[[ Dataset, beginning ]]

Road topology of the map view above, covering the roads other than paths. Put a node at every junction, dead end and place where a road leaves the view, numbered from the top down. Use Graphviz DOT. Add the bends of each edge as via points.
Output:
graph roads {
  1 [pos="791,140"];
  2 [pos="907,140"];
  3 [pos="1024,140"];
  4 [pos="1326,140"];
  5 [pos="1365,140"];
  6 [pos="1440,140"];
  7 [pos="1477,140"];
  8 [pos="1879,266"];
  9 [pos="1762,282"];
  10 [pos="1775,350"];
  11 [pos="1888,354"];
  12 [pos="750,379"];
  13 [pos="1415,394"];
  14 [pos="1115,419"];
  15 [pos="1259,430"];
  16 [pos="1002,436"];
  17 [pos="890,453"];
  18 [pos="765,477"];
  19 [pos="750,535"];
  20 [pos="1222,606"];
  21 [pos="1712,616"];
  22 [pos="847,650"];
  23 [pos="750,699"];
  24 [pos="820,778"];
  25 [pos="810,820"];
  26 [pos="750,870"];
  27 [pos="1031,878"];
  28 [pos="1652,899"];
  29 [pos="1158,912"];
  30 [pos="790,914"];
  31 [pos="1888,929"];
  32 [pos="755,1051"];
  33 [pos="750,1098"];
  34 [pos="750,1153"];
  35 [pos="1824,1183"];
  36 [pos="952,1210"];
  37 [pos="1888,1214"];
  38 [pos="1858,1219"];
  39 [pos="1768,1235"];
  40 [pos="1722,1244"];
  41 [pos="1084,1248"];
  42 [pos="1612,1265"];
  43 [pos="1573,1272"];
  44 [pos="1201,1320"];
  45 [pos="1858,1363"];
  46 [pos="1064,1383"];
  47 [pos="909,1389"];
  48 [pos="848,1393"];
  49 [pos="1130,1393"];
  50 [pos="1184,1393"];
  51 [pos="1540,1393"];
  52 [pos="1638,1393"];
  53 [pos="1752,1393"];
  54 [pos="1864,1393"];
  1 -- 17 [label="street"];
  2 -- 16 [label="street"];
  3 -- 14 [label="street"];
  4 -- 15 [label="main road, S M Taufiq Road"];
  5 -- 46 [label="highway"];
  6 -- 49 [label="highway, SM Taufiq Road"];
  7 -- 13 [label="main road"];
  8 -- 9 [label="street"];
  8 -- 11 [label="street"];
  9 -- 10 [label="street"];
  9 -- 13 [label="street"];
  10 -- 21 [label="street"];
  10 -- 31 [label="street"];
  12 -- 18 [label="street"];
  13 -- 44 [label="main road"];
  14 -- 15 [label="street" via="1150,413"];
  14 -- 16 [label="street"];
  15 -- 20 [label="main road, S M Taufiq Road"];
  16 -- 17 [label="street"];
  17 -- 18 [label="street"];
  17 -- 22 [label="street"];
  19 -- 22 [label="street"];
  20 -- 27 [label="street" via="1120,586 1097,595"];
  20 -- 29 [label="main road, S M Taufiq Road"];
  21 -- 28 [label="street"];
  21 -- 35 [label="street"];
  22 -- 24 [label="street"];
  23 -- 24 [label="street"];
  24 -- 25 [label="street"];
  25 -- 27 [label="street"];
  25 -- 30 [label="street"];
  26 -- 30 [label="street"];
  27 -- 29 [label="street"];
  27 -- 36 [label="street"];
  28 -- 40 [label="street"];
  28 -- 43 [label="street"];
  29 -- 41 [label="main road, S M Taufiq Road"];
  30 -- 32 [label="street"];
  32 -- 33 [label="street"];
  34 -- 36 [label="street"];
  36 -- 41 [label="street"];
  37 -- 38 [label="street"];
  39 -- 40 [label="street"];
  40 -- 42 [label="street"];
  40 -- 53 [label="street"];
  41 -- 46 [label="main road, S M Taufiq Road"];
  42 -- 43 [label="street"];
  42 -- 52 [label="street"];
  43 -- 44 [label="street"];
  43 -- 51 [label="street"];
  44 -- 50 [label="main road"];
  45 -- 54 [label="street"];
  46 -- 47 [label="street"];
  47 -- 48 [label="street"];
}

[[ Dataset, end ]]

■ **Your assignment**:
Whenever a line of the entries contains the string "Taufiq", copy that line.

■ **Expected output**:
  4 -- 15 [label="main road, S M Taufiq Road"];
  6 -- 49 [label="highway, SM Taufiq Road"];
  15 -- 20 [label="main road, S M Taufiq Road"];
  20 -- 29 [label="main road, S M Taufiq Road"];
  29 -- 41 [label="main road, S M Taufiq Road"];
  41 -- 46 [label="main road, S M Taufiq Road"];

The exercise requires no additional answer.